REQUIREMENT: In the entries that follow, say how many lines contain the string "Centre". Give no other words.
== RECORDS SHOWN
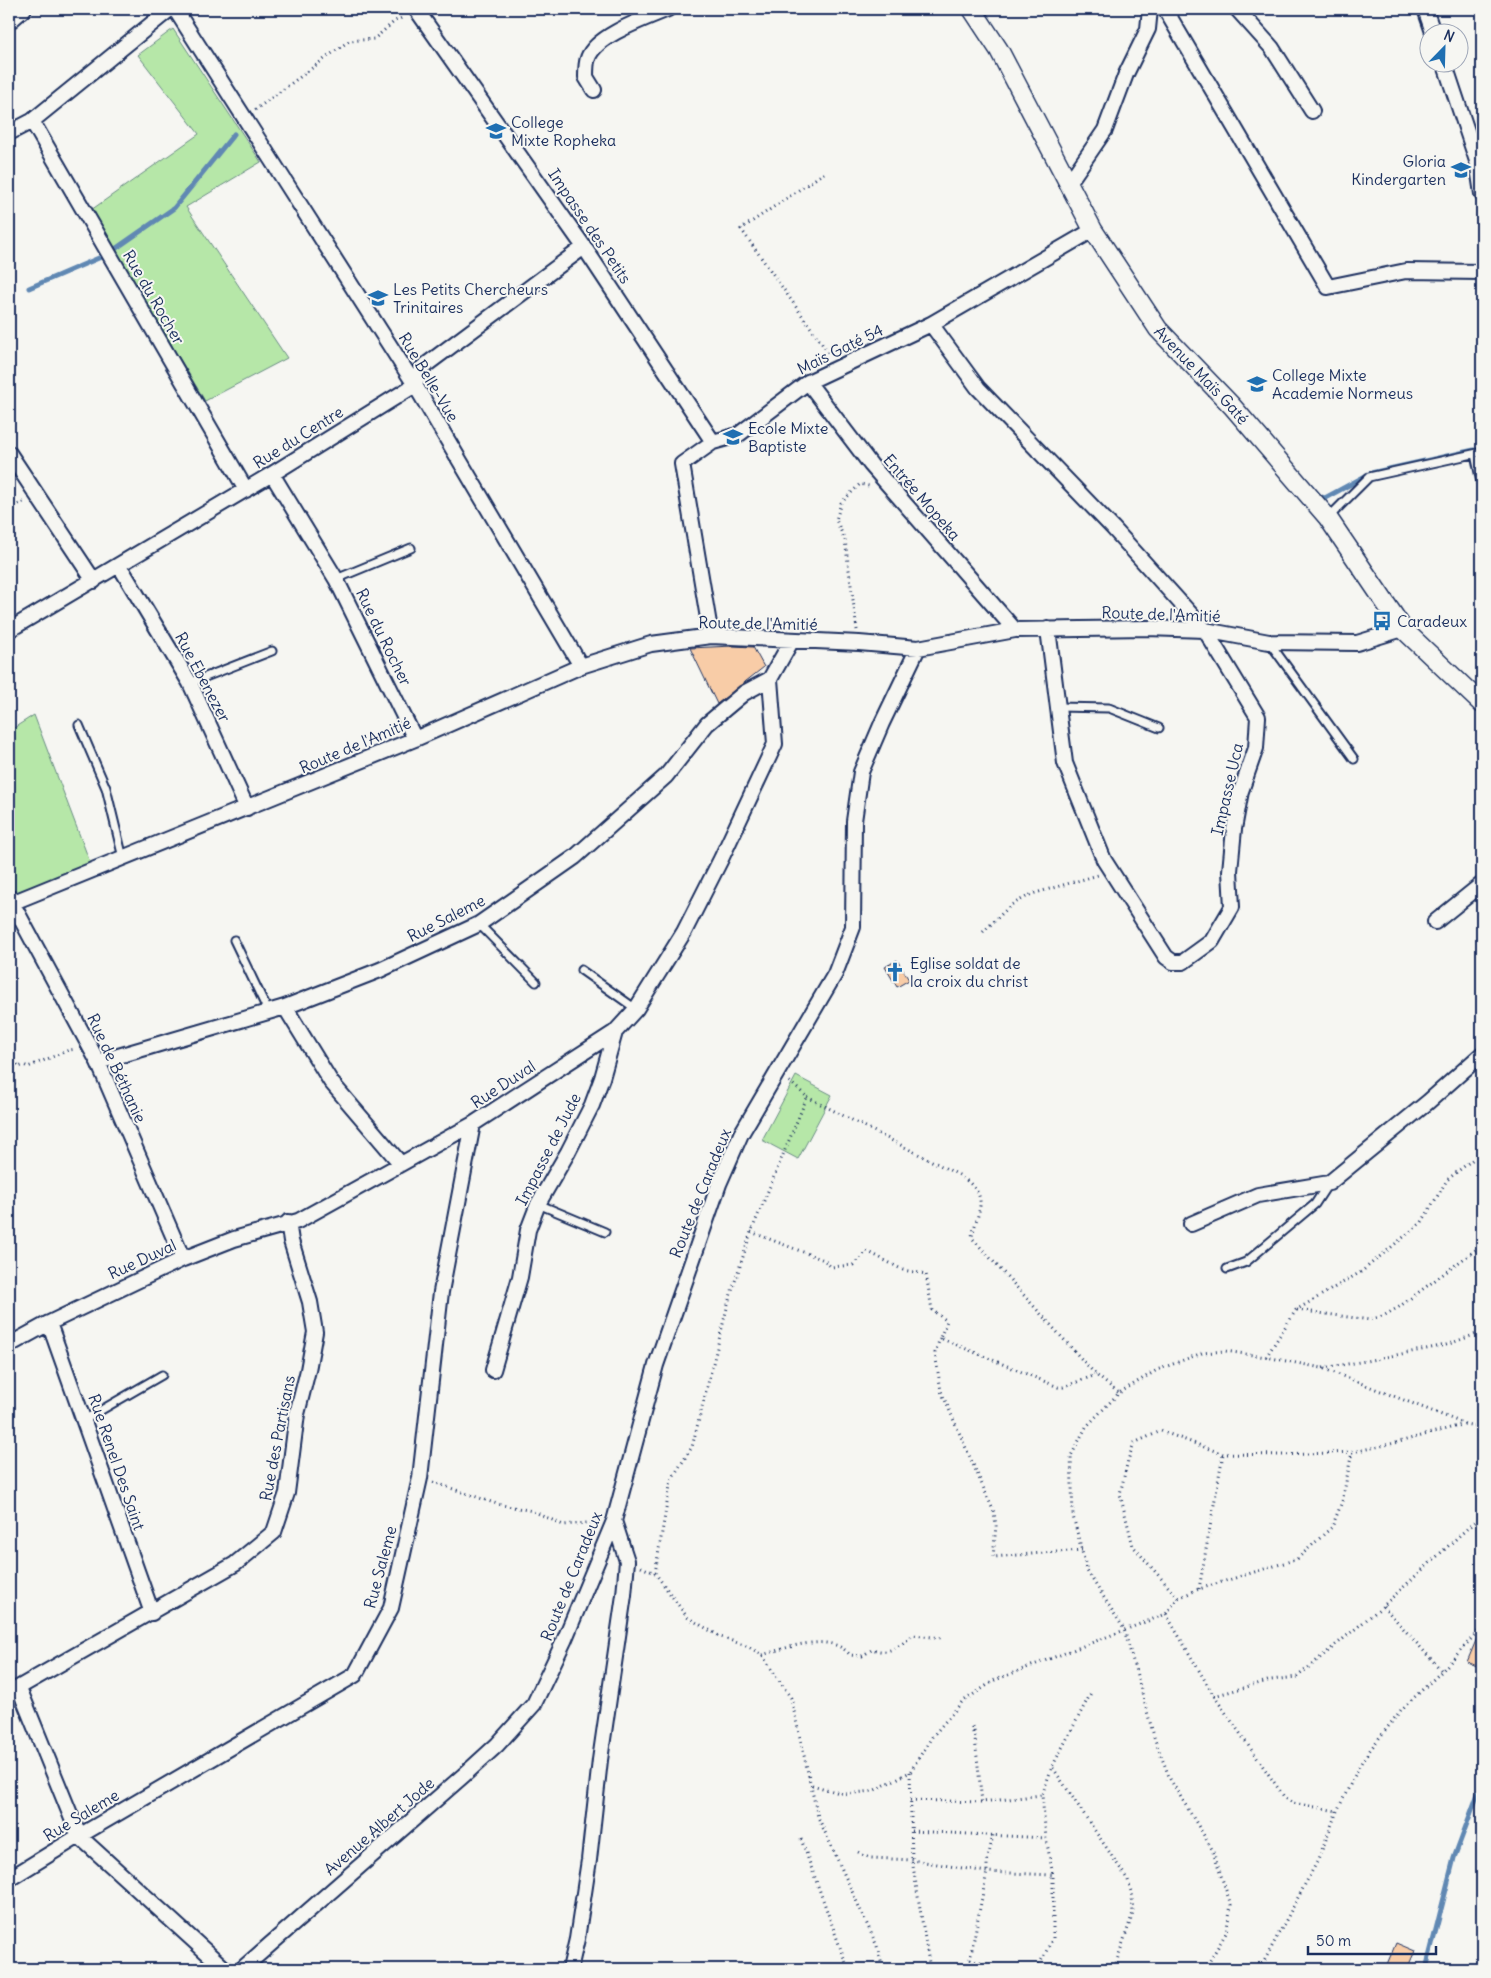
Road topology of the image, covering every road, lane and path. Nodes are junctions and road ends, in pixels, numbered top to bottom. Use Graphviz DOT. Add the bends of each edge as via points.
graph roads {
  1 [pos="24,9"];
  2 [pos="170,9"];
  3 [pos="175,9"];
  4 [pos="668,9"];
  5 [pos="972,9"];
  6 [pos="1150,9"];
  7 [pos="1166,9"];
  8 [pos="1237,9"];
  9 [pos="1425,9"];
  10 [pos="417,10"];
  11 [pos="9,22"];
  12 [pos="1430,22"];
  13 [pos="1447,72"];
  14 [pos="594,90"];
  15 [pos="1312,111"];
  16 [pos="245,118"];
  17 [pos="32,122"];
  18 [pos="9,133"];
  19 [pos="824,173"];
  20 [pos="1068,184"];
  21 [pos="1482,194"];
  22 [pos="1093,230"];
  23 [pos="584,247"];
  24 [pos="1482,272"];
  25 [pos="931,324"];
  26 [pos="839,368"];
  27 [pos="808,382"];
  28 [pos="415,385"];
  29 [pos="713,442"];
  30 [pos="9,453"];
  31 [pos="1479,453"];
  32 [pos="272,474"];
  33 [pos="1482,487"];
  34 [pos="246,490"];
  35 [pos="894,491"];
  36 [pos="1328,518"];
  37 [pos="411,548"];
  38 [pos="120,565"];
  39 [pos="336,579"];
  40 [pos="94,581"];
  41 [pos="1048,629"];
  42 [pos="1403,629"];
  43 [pos="9,630"];
  44 [pos="1014,630"];
  45 [pos="1205,630"];
  46 [pos="711,636"];
  47 [pos="792,640"];
  48 [pos="1268,642"];
  49 [pos="859,643"];
  50 [pos="918,648"];
  51 [pos="272,651"];
  52 [pos="581,666"];
  53 [pos="770,679"];
  54 [pos="190,683"];
  55 [pos="1482,704"];
  56 [pos="1057,707"];
  57 [pos="79,725"];
  58 [pos="1159,728"];
  59 [pos="415,739"];
  60 [pos="1354,759"];
  61 [pos="247,808"];
  62 [pos="123,858"];
  63 [pos="1110,871"];
  64 [pos="1482,884"];
  65 [pos="10,901"];
  66 [pos="1435,922"];
  67 [pos="479,924"];
  68 [pos="983,932"];
  69 [pos="234,940"];
  70 [pos="581,970"];
  71 [pos="536,982"];
  72 [pos="285,1007"];
  73 [pos="636,1009"];
  74 [pos="268,1011"];
  75 [pos="615,1032"];
  76 [pos="91,1048"];
  77 [pos="1482,1054"];
  78 [pos="9,1062"];
  79 [pos="98,1062"];
  80 [pos="778,1070"];
  81 [pos="807,1097"];
  82 [pos="473,1124"];
  83 [pos="1482,1152"];
  84 [pos="401,1164"];
  85 [pos="1329,1183"];
  86 [pos="538,1204"];
  87 [pos="288,1222"];
  88 [pos="1191,1224"];
  89 [pos="606,1232"];
  90 [pos="751,1232"];
  91 [pos="1482,1245"];
  92 [pos="183,1259"];
  93 [pos="1227,1269"];
  94 [pos="1296,1310"];
  95 [pos="49,1323"];
  96 [pos="1482,1332"];
  97 [pos="940,1338"];
  98 [pos="10,1340"];
  99 [pos="1266,1356"];
  100 [pos="1322,1368"];
  101 [pos="493,1370"];
  102 [pos="162,1375"];
  103 [pos="1096,1375"];
  104 [pos="1119,1393"];
  105 [pos="84,1420"];
  106 [pos="1466,1424"];
  107 [pos="1482,1427"];
  108 [pos="1352,1452"];
  109 [pos="1222,1454"];
  110 [pos="420,1478"];
  111 [pos="1482,1514"];
  112 [pos="614,1522"];
  113 [pos="1082,1550"];
  114 [pos="626,1561"];
  115 [pos="655,1573"];
  116 [pos="1199,1589"];
  117 [pos="1178,1598"];
  118 [pos="1383,1606"];
  119 [pos="152,1613"];
  120 [pos="1166,1614"];
  121 [pos="1482,1627"];
  122 [pos="1124,1629"];
  123 [pos="943,1638"];
  124 [pos="762,1655"];
  125 [pos="1442,1671"];
  126 [pos="14,1691"];
  127 [pos="1092,1691"];
  128 [pos="1214,1696"];
  129 [pos="534,1704"];
  130 [pos="973,1733"];
  131 [pos="1052,1767"];
  132 [pos="910,1772"];
  133 [pos="812,1785"];
  134 [pos="1042,1795"];
  135 [pos="910,1800"];
  136 [pos="982,1802"];
  137 [pos="1337,1811"];
  138 [pos="911,1832"];
  139 [pos="993,1835"];
  140 [pos="79,1836"];
  141 [pos="1046,1838"];
  142 [pos="801,1840"];
  143 [pos="858,1852"];
  144 [pos="912,1860"];
  145 [pos="987,1872"];
  146 [pos="1053,1875"];
  147 [pos="9,1880"];
  148 [pos="970,1959"];
  149 [pos="1115,1966"];
  150 [pos="225,1969"];
  151 [pos="242,1969"];
  152 [pos="570,1969"];
  153 [pos="848,1969"];
  154 [pos="883,1969"];
  155 [pos="930,1969"];
  156 [pos="970,1969"];
  157 [pos="1002,1969"];
  158 [pos="1037,1969"];
  159 [pos="1205,1969"];
  160 [pos="1260,1969"];
  1 -- 11 [label="street"];
  2 -- 17 [label="street"];
  3 -- 16 [label="street, Rue Belle-Vue"];
  4 -- 14 [label="street" via="616,31 600,42 588,57 586,77"];
  5 -- 20 [label="street, Avenue Maïs Gaté" via="999,50"];
  6 -- 20 [label="street" via="1148,29 1126,74 1105,130"];
  7 -- 24 [label="street" via="1328,287 1406,271"];
  8 -- 15 [label="street" via="1266,40"];
  9 -- 12 [label="street"];
  10 -- 16 [label="path" via="395,21 374,38 349,41"];
  10 -- 23 [label="street, Impasse des Petits"];
  13 -- 21 [label="street" via="1477,161"];
  16 -- 28 [label="street, Rue Belle-Vue"];
  17 -- 18 [label="street"];
  17 -- 34 [label="street, Rue du Rocher"];
  19 -- 26 [label="path" via="741,229"];
  20 -- 22 [label="street, Avenue Maïs Gaté"];
  22 -- 25 [label="street, Maïs Gaté 54"];
  22 -- 36 [label="street, Avenue Maïs Gaté" via="1158,329 1232,406"];
  23 -- 28 [label="street" via="423,366"];
  23 -- 29 [label="street, Impasse des Petits"];
  25 -- 26 [label="street, Maïs Gaté 54"];
  25 -- 45 [label="street" via="978,388 1113,528"];
  26 -- 27 [label="street, Maïs Gaté 54"];
  27 -- 29 [label="street, Maïs Gaté 54" via="738,436"];
  27 -- 35 [label="street, Entrée Mopeka"];
  28 -- 32 [label="street, Rue du Centre"];
  28 -- 52 [label="street, Rue Belle-Vue"];
  29 -- 46 [label="street, Maïs Gaté 54" via="682,464"];
  30 -- 40 [label="street"];
  31 -- 33 [label="lane"];
  31 -- 36 [label="lane" via="1369,476"];
  32 -- 34 [label="street, Rue du Centre"];
  32 -- 39 [label="street, Rue du Rocher"];
  34 -- 38 [label="street, Rue du Centre"];
  35 -- 44 [label="street, Entrée Mopeka"];
  35 -- 49 [label="path" via="860,484 841,503 836,520 845,540"];
  36 -- 42 [label="street, Avenue Maïs Gaté"];
  37 -- 39 [label="lane"];
  38 -- 40 [label="street, Rue du Centre"];
  38 -- 54 [label="street, Rue Ebenezer"];
  39 -- 59 [label="street, Rue du Rocher"];
  40 -- 43 [label="street, Rue du Centre"];
  41 -- 44 [label="street, Route de l'Amitié"];
  41 -- 45 [label="street, Route de l'Amitié"];
  41 -- 56 [label="street"];
  42 -- 48 [label="street, Route de l'Amitié" via="1357,643"];
  42 -- 55 [label="street, Avenue Maïs Gaté"];
  44 -- 50 [label="street, Route de l'Amitié"];
  45 -- 48 [label="street, Route de l'Amitié"];
  45 -- 63 [label="street, Impasse Uca" via="1258,717 1256,748 1241,791 1234,830 1230,872 1232,907 1212,941 1183,962 1173,962 1166,957"];
  46 -- 47 [label="street, Route de l'Amitié"];
  46 -- 52 [label="street, Route de l'Amitié" via="651,644"];
  47 -- 49 [label="street, Route de l'Amitié"];
  47 -- 53 [label="street"];
  48 -- 60 [label="lane"];
  49 -- 50 [label="street, Route de l'Amitié"];
  50 -- 80 [label="street, Route de Caradeux" via="861,772 854,821 853,927 835,974"];
  51 -- 54 [label="lane"];
  52 -- 59 [label="street, Route de l'Amitié"];
  53 -- 67 [label="street, Rue Saleme" via="744,693 707,724 666,776 575,857"];
  53 -- 73 [label="street, Rue Duval" via="775,744 684,932"];
  54 -- 61 [label="street, Rue Ebenezer"];
  56 -- 58 [label="lane" via="1109,708"];
  56 -- 63 [label="street" via="1065,763"];
  57 -- 62 [label="lane" via="106,788"];
  59 -- 61 [label="street, Route de l'Amitié"];
  61 -- 62 [label="street, Route de l'Amitié"];
  62 -- 65 [label="street, Route de l'Amitié"];
  63 -- 68 [label="path" via="1032,894 1011,905"];
  64 -- 66 [label="street"];
  65 -- 76 [label="street, Rue de Béthanie"];
  67 -- 71 [label="lane"];
  67 -- 72 [label="street, Rue Saleme" via="380,970"];
  69 -- 74 [label="lane"];
  70 -- 73 [label="lane"];
  72 -- 74 [label="street, Rue Saleme"];
  72 -- 84 [label="street" via="331,1082"];
  73 -- 75 [label="street, Rue Duval"];
  74 -- 79 [label="street, Rue Saleme"];
  75 -- 82 [label="street, Rue Duval"];
  75 -- 86 [label="street, Impasse de Jude" via="592,1105"];
  76 -- 78 [label="path" via="69,1050 28,1067"];
  76 -- 79 [label="street, Rue de Béthanie"];
  77 -- 85 [label="street"];
  79 -- 92 [label="street, Rue de Béthanie"];
  80 -- 81 [label="path"];
  80 -- 112 [label="street, Route de Caradeux" via="742,1134 715,1193 656,1365"];
  81 -- 90 [label="path"];
  81 -- 103 [label="path" via="959,1175 974,1186 980,1197 980,1207 973,1239"];
  82 -- 84 [label="street, Rue Duval"];
  82 -- 110 [label="street, Rue Saleme" via="441,1292"];
  83 -- 94 [label="path" via="1447,1180 1422,1222 1361,1272"];
  84 -- 87 [label="street, Rue Duval" via="298,1220"];
  85 -- 88 [label="street" via="1258,1194"];
  85 -- 93 [label="lane" via="1315,1204 1246,1262"];
  86 -- 89 [label="lane"];
  86 -- 101 [label="street, Impasse de Jude" via="528,1230 520,1277"];
  87 -- 92 [label="street, Rue Duval"];
  87 -- 119 [label="street, Rue des Partisans" via="290,1241 310,1302 315,1332 297,1414 287,1493 274,1532 235,1564"];
  90 -- 97 [label="path" via="824,1260 831,1267 853,1265 866,1251 903,1270 926,1274 932,1310 947,1321"];
  90 -- 115 [label="path" via="729,1300 692,1447 671,1480"];
  91 -- 94 [label="path" via="1385,1315 1370,1320"];
  92 -- 95 [label="street, Rue Duval"];
  94 -- 99 [label="path"];
  95 -- 98 [label="street, Rue Duval"];
  95 -- 105 [label="street, Rue Renel Des Saint"];
  96 -- 100 [label="path" via="1446,1345"];
  97 -- 103 [label="path" via="1058,1387"];
  97 -- 113 [label="path" via="935,1354 941,1392 994,1512 993,1556"];
  99 -- 100 [label="path"];
  99 -- 104 [label="path" via="1225,1351 1202,1353 1156,1370"];
  100 -- 106 [label="path"];
  102 -- 105 [label="lane"];
  103 -- 104 [label="path"];
  104 -- 113 [label="path" via="1086,1427 1071,1456 1073,1516"];
  105 -- 119 [label="street, Rue Renel Des Saint"];
  106 -- 107 [label="path"];
  106 -- 108 [label="path"];
  108 -- 109 [label="path"];
  108 -- 116 [label="path" via="1342,1502 1332,1527 1297,1559"];
  109 -- 116 [label="path"];
  109 -- 117 [label="path" via="1161,1431 1134,1443 1128,1460 1120,1494 1133,1546"];
  110 -- 112 [label="path" via="497,1504 533,1511 563,1525"];
  110 -- 140 [label="street, Rue Saleme" via="391,1608 355,1675"];
  111 -- 118 [label="path"];
  112 -- 114 [label="street"];
  112 -- 129 [label="street, Route de Caradeux"];
  113 -- 122 [label="path" via="1087,1571"];
  114 -- 115 [label="path"];
  114 -- 152 [label="street" via="590,1860"];
  115 -- 124 [label="path" via="687,1617"];
  116 -- 117 [label="path"];
  117 -- 120 [label="path"];
  118 -- 125 [label="path"];
  118 -- 128 [label="path" via="1297,1677 1270,1680"];
  119 -- 126 [label="street, Rue des Partisans"];
  120 -- 122 [label="path"];
  120 -- 128 [label="path"];
  121 -- 125 [label="path"];
  122 -- 132 [label="path" via="995,1680 962,1702 932,1737"];
  122 -- 159 [label="path" via="1155,1740 1170,1779 1212,1849 1230,1905 1226,1933"];
  123 -- 124 [label="path" via="912,1635 898,1648 881,1653 873,1649 862,1656 850,1655 832,1643 805,1644"];
  124 -- 133 [label="path" via="791,1698"];
  125 -- 137 [label="path" via="1400,1710 1368,1752"];
  126 -- 140 [label="street"];
  127 -- 131 [label="path"];
  128 -- 137 [label="path" via="1285,1798 1293,1803"];
  129 -- 151 [label="street, Avenue Albert Jode" via="464,1775"];
  130 -- 136 [label="path" via="971,1726"];
  131 -- 134 [label="path"];
  131 -- 149 [label="path" via="1128,1880 1133,1913"];
  132 -- 133 [label="path" via="873,1791 843,1794"];
  132 -- 135 [label="path"];
  133 -- 154 [label="path" via="818,1817 877,1946"];
  134 -- 136 [label="path"];
  134 -- 141 [label="path"];
  135 -- 136 [label="path"];
  135 -- 138 [label="path"];
  137 -- 160 [label="path" via="1318,1860"];
  138 -- 139 [label="path"];
  138 -- 144 [label="path"];
  139 -- 141 [label="path"];
  139 -- 145 [label="path"];
  140 -- 147 [label="street, Rue Saleme"];
  140 -- 150 [label="street"];
  141 -- 146 [label="path"];
  142 -- 153 [label="path"];
  143 -- 144 [label="path" via="870,1858"];
  144 -- 145 [label="path"];
  144 -- 155 [label="path"];
  145 -- 146 [label="path"];
  145 -- 148 [label="path"];
  146 -- 158 [label="path" via="1053,1938"];
  148 -- 156 [label="path"];
  148 -- 157 [label="path"];
}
====
RESULT OF THIS EXERCISE: 5